In suppressing the revolution, Batista's government had orchestrated mass human rights abuses, with most estimates for the death toll typically placing it at around 20,000. Popular uproar across Cuba demanded that those figures who had been complicit in the widespread torture and killing of civilians be brought to justice. Although remaining a moderating force and opposing the mass reprisal killings advocated by many, Castro helped set-up trials of many Batistanos, resulting in hundreds of executions. Although widely popular domestically, critics - in particular from the U.S. press - argued that many were not fair trials, and condemned Cuba's government as being more interested in vengeance than justice. In response, Castro proclaimed that "revolutionary justice is not based on legal precepts, but on moral conviction", organizing the first Havana trial to take place before a mass audience of 17,000 at the Sports Palace stadium. He also intervened in other trials to ensure that what he saw as "revolutionary justice" was carried out; when a group of aviators accused of bombing a village were found not guilty at a trial in Santiago de Cuba, Castro ordered a retrial in which they were found guilty and sentenced to life imprisonment.

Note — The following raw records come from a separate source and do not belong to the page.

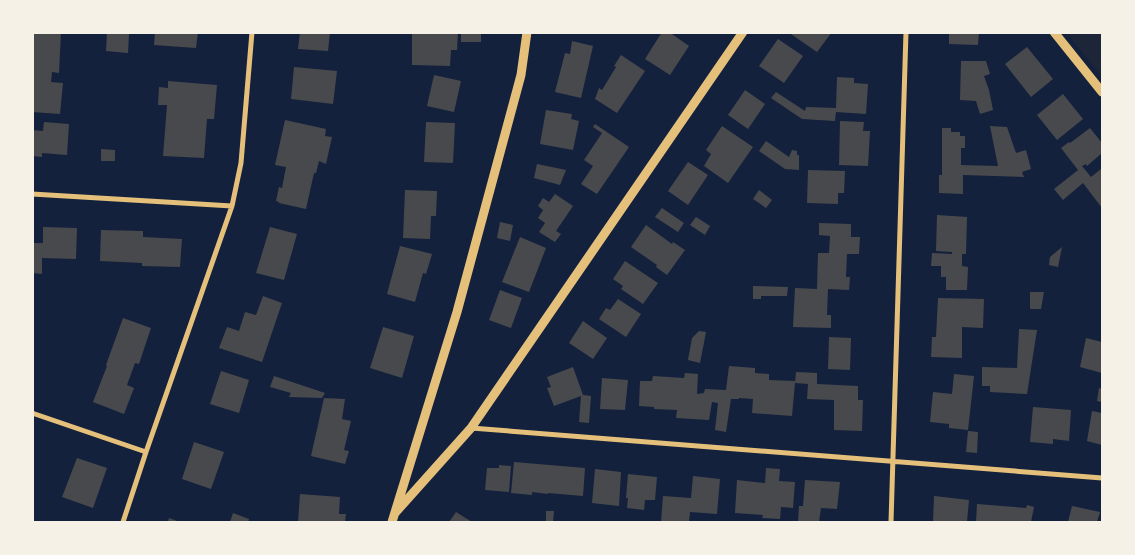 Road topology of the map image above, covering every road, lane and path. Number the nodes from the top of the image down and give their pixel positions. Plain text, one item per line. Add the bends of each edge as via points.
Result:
1 (252, 32) edge
2 (527, 32) edge
3 (743, 32) edge
4 (906, 32) edge
5 (1054, 32) edge
6 (1102, 92) edge
7 (32, 194) edge
8 (232, 206) junction
9 (32, 413) edge
10 (471, 428) junction
11 (146, 452) junction
12 (893, 462) junction
13 (1102, 478) edge
14 (394, 518) edge
15 (123, 522) edge
16 (891, 522) edge

1 - 8 street via 241,163
2 - 14 street via 521,75 457,312
3 - 10 street
4 - 12 street
5 - 6 street
7 - 8 street
8 - 11 street
9 - 11 street
10 - 12 street
10 - 14 street
11 - 15 street
12 - 13 street
12 - 16 street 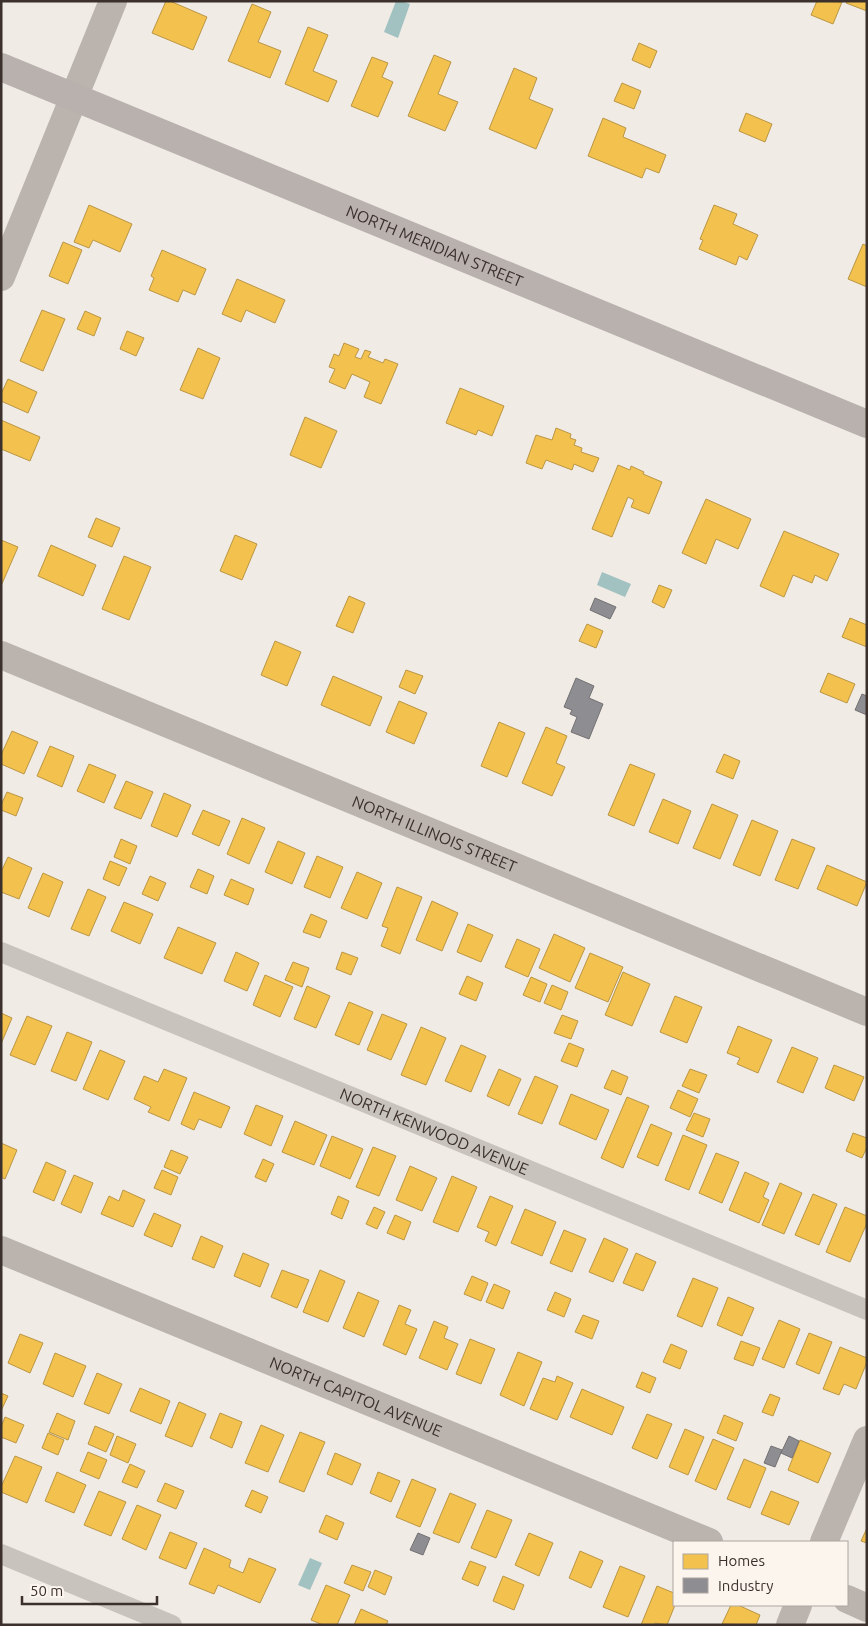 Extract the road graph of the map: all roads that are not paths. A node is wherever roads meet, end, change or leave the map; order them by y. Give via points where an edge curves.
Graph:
1 (113, 1) edge
2 (1, 67) edge
3 (74, 97) junction
4 (1, 278) edge
5 (867, 424) edge
6 (1, 655) edge
7 (1, 952) edge
8 (867, 1012) edge
9 (1, 1250) edge
10 (867, 1310) edge
11 (867, 1440) edge
12 (708, 1541) edge
13 (824, 1541) edge
14 (1, 1554) edge
15 (848, 1599) edge
16 (798, 1606) edge
17 (867, 1608) edge
18 (172, 1625) edge
19 (790, 1625) edge

1 - 3 street
2 - 3 main road, NORTH MERIDIAN STREET
3 - 4 street
3 - 5 main road, NORTH MERIDIAN STREET
6 - 8 street, NORTH ILLINOIS STREET
7 - 10 street, NORTH KENWOOD AVENUE
9 - 12 street, NORTH CAPITOL AVENUE
11 - 13 street
14 - 18 street
15 - 17 street
16 - 19 street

Acclaimed across Latin America, Castro traveled to Venezuela to attend the first-anniversary celebrations of Marcos Pérez Jiménez's overthrow. Meeting President-elect Rómulo Betancourt, Castro proposed greater relations between the two nations, unsuccessfully requesting a loan of $300,000,000 and a new deal for Venezuelan oil. Returning home, an argument between Castro and senior government figures broke out; the government had banned the National Lottery and closed down the casinos and brothels, leaving thousands of waiters, croupiers and prostitutes unemployed, infuriating Castro. As a result, Prime Minister José Miró Cardona resigned, going into exile in the U.S. and joining the anti-Castro movement.